- Opening Delimiter -

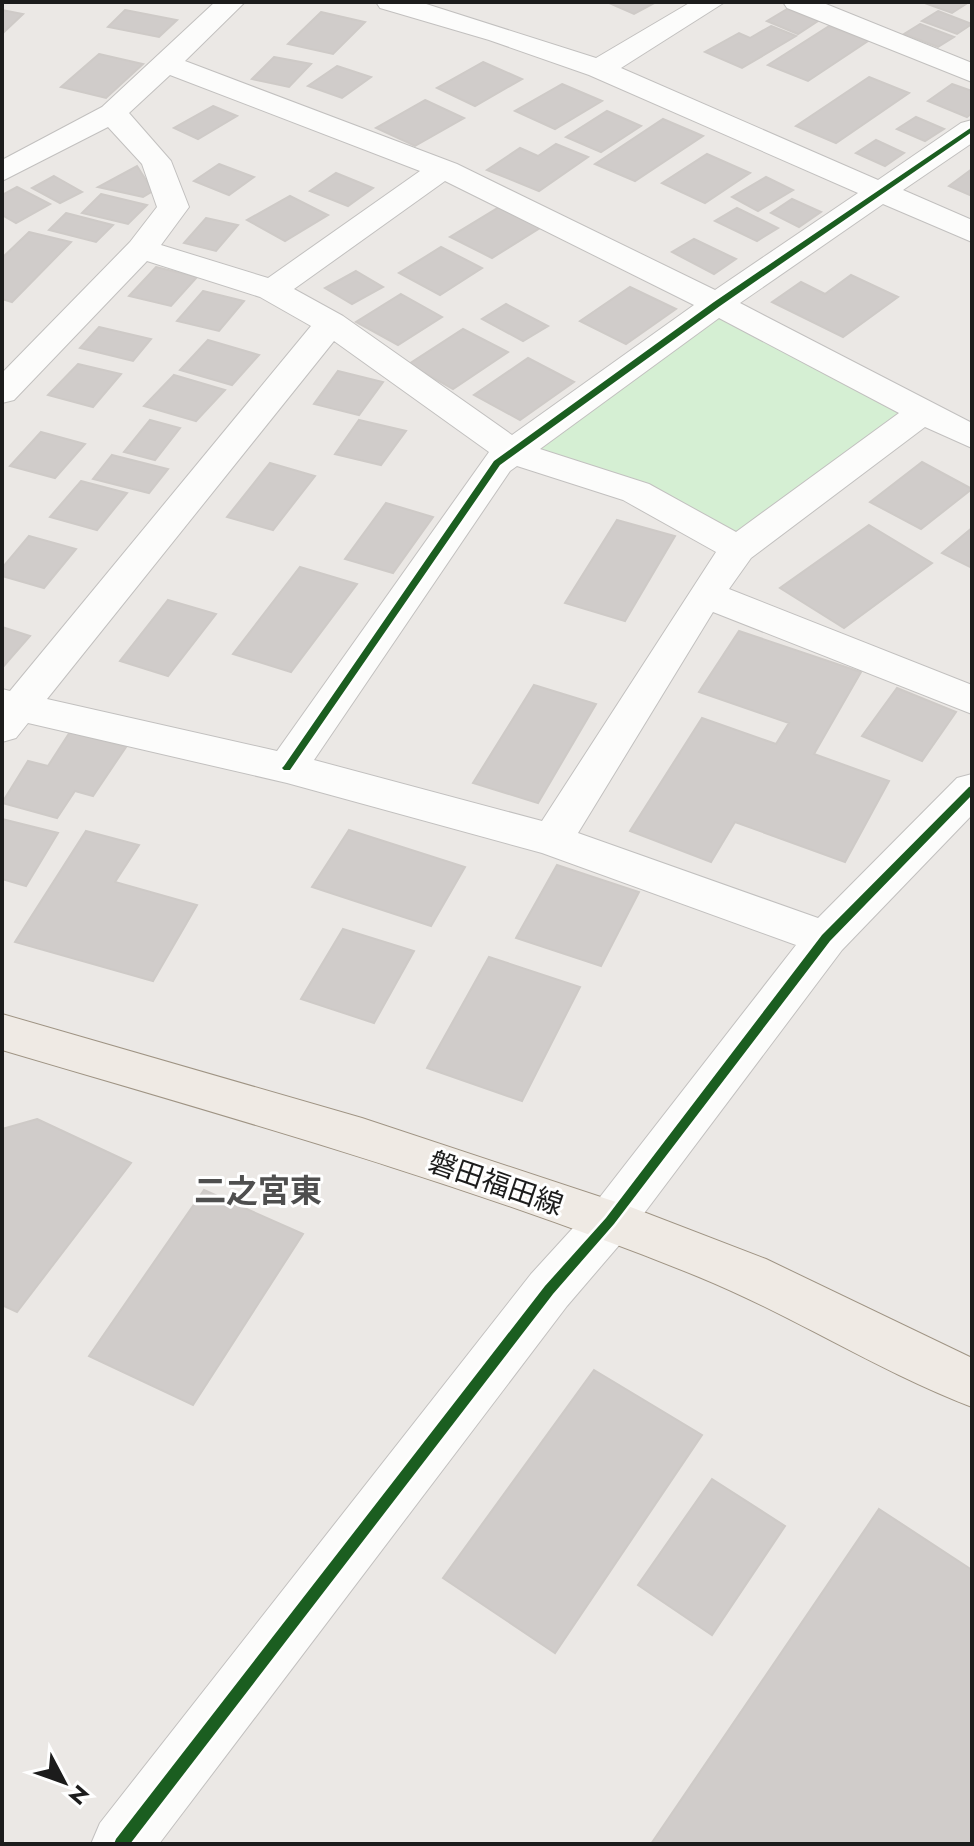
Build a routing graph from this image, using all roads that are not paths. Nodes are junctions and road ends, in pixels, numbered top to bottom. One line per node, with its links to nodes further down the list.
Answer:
1 (231, 2): 7 (street)
2 (390, 2): 8 (street)
3 (711, 2): 8 (street)
4 (797, 2): 6 (street)
5 (972, 44): 6 (street)
6 (945, 62): 9 (street)
7 (167, 64): 10 (street); 12 (street)
8 (599, 69): 14 (street)
9 (972, 73)
10 (112, 113): 13 (street); 16 (street)
11 (972, 129): 14 (street)
12 (442, 169): 17 (street); 18 (street)
13 (2, 172)
14 (882, 191): 15 (street); 18 (street)
15 (972, 232)
16 (141, 249): 17 (street); 20 (street)
17 (272, 290): 19 (street)
18 (717, 304): 21 (street); 23 (street)
19 (331, 323): 23 (street); 27 (street)
20 (2, 393)
21 (922, 412): 22 (street); 24 (street)
22 (972, 437)
23 (512, 452): 24 (street); 28 (street)
24 (738, 549): 25 (street)
25 (705, 594): 26 (street); 30 (street)
26 (972, 700)
27 (7, 713): 28 (street)
28 (287, 768): 30 (street)
29 (972, 789): 31 (street)
30 (552, 840): 31 (street)
31 (826, 938): 33 (street)
32 (2, 1032): 33 (main road, 磐田福田線)
33 (610, 1221): 34 (main road, 磐田福田線); 35 (street)
34 (972, 1383)
35 (121, 1844)

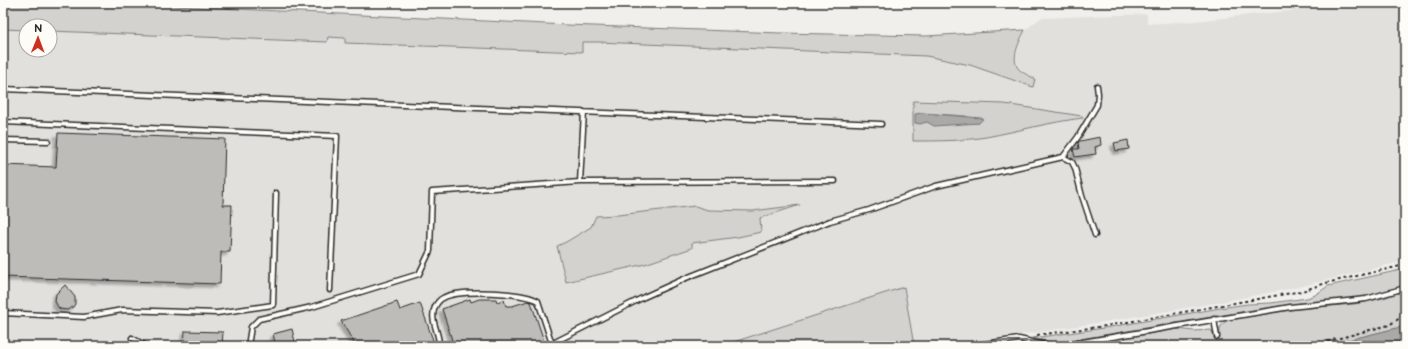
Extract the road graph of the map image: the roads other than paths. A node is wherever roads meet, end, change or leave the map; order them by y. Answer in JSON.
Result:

- Closing Delimiter -

(EXERCISE) What is needed is a verbatim copy of the entries, leaving out any pictures.

(RESULT BELOW)
Build a routing graph from this image, using all roads that are not paths. Nodes are junctions and road ends, in pixels, numbered top to bottom. One line per node, with its links to nodes further down the list.
Answer:
1 (231, 2): 7 (street)
2 (390, 2): 8 (street)
3 (711, 2): 8 (street)
4 (797, 2): 6 (street)
5 (972, 44): 6 (street)
6 (945, 62): 9 (street)
7 (167, 64): 10 (street); 12 (street)
8 (599, 69): 14 (street)
9 (972, 73)
10 (112, 113): 13 (street); 16 (street)
11 (972, 129): 14 (street)
12 (442, 169): 17 (street); 18 (street)
13 (2, 172)
14 (882, 191): 15 (street); 18 (street)
15 (972, 232)
16 (141, 249): 17 (street); 20 (street)
17 (272, 290): 19 (street)
18 (717, 304): 21 (street); 23 (street)
19 (331, 323): 23 (street); 27 (street)
20 (2, 393)
21 (922, 412): 22 (street); 24 (street)
22 (972, 437)
23 (512, 452): 24 (street); 28 (street)
24 (738, 549): 25 (street)
25 (705, 594): 26 (street); 30 (street)
26 (972, 700)
27 (7, 713): 28 (street)
28 (287, 768): 30 (street)
29 (972, 789): 31 (street)
30 (552, 840): 31 (street)
31 (826, 938): 33 (street)
32 (2, 1032): 33 (main road, 磐田福田線)
33 (610, 1221): 34 (main road, 磐田福田線); 35 (street)
34 (972, 1383)
35 (121, 1844)

Extract the road graph of the map image: the roads other than paths. A node is wherever roads meet, end, change or leave the map; order them by y. Answer in JSON.
Result:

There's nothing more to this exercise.